Trump’s Greenland Threats Reveal A Revival Of U.S. Neo‑Colonial Strategy In The Arctic
By Uriel Araujo
By refusing to rule out force over Greenland, Trump has unsettled European allies and reframed Arctic geopolitics. The parallels with US pressure on Venezuela point to a consistent strategy rooted in resource control and strategic positioning. Greenland thus emerges as a potential test case for 21st-century neo-colonial power dynamics.

Copenhagen’s decision to summon the US ambassador this week is no mere diplomatic theatre. It is rather a response to a very real signal coming from Washington: Greenland is still on Washington’s strategic radar. In fact, by appointing a new special envoy to Greenland, the Trump administration is not merely reopening an old debate, but rather is reviving a doctrine.
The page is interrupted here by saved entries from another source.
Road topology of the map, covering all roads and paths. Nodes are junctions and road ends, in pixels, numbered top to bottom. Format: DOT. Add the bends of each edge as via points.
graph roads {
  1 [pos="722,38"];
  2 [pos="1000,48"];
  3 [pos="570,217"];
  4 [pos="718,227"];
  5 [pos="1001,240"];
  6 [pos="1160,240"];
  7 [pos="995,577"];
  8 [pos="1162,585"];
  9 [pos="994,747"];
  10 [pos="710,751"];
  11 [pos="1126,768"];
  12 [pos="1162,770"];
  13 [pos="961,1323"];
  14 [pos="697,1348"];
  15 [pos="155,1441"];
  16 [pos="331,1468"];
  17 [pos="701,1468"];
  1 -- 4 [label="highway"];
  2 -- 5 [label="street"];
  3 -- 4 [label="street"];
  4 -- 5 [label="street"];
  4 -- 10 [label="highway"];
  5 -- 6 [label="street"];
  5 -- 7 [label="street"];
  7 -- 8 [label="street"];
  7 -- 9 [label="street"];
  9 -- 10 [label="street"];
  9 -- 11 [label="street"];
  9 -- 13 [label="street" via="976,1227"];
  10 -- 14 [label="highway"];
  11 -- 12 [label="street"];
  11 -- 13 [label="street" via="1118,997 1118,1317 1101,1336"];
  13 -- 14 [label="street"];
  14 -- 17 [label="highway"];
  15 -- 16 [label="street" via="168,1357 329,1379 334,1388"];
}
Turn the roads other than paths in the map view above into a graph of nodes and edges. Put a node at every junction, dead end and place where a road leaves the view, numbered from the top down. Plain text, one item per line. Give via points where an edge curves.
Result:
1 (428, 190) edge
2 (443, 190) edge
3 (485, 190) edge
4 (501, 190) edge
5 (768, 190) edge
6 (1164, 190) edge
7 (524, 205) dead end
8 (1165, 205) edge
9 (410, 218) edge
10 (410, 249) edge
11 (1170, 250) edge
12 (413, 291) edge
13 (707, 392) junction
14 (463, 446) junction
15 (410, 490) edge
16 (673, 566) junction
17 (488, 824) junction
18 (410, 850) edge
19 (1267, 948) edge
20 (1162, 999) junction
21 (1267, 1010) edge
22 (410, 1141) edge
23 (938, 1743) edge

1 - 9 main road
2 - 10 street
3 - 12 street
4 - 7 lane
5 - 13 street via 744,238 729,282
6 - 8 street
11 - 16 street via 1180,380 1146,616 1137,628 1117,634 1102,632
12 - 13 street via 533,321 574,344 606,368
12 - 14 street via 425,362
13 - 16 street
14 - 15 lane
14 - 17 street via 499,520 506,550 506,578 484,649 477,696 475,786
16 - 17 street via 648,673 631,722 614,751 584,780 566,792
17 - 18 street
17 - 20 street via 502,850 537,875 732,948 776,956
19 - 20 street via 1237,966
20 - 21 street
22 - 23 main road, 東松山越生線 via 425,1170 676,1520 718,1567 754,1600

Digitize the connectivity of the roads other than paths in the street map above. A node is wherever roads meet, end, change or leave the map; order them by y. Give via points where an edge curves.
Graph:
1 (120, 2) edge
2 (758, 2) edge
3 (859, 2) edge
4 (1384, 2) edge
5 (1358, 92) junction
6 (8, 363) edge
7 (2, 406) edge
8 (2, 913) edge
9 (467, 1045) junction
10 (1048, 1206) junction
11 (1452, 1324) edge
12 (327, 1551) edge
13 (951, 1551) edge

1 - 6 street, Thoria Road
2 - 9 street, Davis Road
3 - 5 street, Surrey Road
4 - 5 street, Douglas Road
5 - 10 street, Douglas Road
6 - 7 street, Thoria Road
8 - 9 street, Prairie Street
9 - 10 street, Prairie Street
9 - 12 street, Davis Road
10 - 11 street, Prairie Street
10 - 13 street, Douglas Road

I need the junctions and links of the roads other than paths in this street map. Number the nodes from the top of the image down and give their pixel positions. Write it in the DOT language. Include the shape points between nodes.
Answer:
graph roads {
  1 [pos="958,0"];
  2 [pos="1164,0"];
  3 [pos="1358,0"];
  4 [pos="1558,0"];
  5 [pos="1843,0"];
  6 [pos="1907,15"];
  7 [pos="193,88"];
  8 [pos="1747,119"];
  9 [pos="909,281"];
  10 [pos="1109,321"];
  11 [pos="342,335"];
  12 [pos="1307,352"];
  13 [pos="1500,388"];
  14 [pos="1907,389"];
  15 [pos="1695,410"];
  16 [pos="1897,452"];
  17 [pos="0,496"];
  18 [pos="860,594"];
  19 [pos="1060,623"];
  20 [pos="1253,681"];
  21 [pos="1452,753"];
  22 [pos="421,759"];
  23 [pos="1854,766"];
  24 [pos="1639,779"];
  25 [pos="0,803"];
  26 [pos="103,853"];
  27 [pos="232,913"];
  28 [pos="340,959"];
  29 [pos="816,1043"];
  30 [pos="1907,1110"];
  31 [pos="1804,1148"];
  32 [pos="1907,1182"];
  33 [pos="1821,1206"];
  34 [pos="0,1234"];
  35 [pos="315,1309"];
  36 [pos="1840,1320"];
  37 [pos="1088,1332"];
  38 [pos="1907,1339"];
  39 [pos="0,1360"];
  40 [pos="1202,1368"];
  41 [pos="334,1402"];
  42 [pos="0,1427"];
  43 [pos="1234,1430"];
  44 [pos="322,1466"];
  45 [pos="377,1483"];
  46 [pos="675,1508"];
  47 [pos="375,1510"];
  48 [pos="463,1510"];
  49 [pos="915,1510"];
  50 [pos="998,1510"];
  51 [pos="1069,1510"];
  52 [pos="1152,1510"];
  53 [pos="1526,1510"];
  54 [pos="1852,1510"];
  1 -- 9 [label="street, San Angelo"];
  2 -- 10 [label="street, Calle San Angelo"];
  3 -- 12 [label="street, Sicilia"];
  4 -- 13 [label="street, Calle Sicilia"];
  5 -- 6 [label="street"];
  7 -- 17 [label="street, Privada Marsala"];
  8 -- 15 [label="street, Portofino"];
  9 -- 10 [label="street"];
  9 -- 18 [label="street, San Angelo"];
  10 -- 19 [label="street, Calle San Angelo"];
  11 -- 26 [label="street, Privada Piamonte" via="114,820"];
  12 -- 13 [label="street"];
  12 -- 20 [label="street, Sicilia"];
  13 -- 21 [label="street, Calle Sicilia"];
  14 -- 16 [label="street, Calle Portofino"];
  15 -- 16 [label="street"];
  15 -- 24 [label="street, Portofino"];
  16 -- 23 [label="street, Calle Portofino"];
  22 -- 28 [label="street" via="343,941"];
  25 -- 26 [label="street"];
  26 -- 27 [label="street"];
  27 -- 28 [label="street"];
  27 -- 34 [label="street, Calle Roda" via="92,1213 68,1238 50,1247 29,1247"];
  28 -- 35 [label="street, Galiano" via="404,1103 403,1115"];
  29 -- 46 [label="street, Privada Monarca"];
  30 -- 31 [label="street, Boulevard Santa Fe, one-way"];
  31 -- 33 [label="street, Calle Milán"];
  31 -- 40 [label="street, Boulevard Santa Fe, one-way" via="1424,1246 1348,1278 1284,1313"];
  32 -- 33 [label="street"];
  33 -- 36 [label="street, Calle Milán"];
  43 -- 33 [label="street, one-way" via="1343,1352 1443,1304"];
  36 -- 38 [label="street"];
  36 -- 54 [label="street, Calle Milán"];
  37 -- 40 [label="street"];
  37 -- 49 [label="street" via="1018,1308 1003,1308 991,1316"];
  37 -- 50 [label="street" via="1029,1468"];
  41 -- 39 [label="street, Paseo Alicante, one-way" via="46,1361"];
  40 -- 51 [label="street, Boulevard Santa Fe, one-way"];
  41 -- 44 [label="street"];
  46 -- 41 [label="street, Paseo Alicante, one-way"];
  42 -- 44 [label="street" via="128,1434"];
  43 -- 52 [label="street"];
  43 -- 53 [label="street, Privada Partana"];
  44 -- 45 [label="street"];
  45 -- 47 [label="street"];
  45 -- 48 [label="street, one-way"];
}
The appointment of Jeff Landry as special envoy for Greenland has been framed by Washington as a matter of “coordination” and “dialogue.” Commentator Alexandra Sharp, writing for Foreign Policy, notes that the move revives US ambitions tied to strategic minerals, Arctic shipping routes, and military positioning.
Trump openly floated the idea of purchasing Greenland during his first term, only to face firm Danish rejection. What has changed now is not the underlying intent, but tone and timing. Trump’s recent statements — that Greenland is “essential for US security” and that “all options”, including force, remain open — should not necessarily be brushed off as mere rhetoric. By refusing to rule out military action against a NATO ally’s territory, Trump has compelled European capitals to treat his once-dismissed bravado as a genuine strategic contingency.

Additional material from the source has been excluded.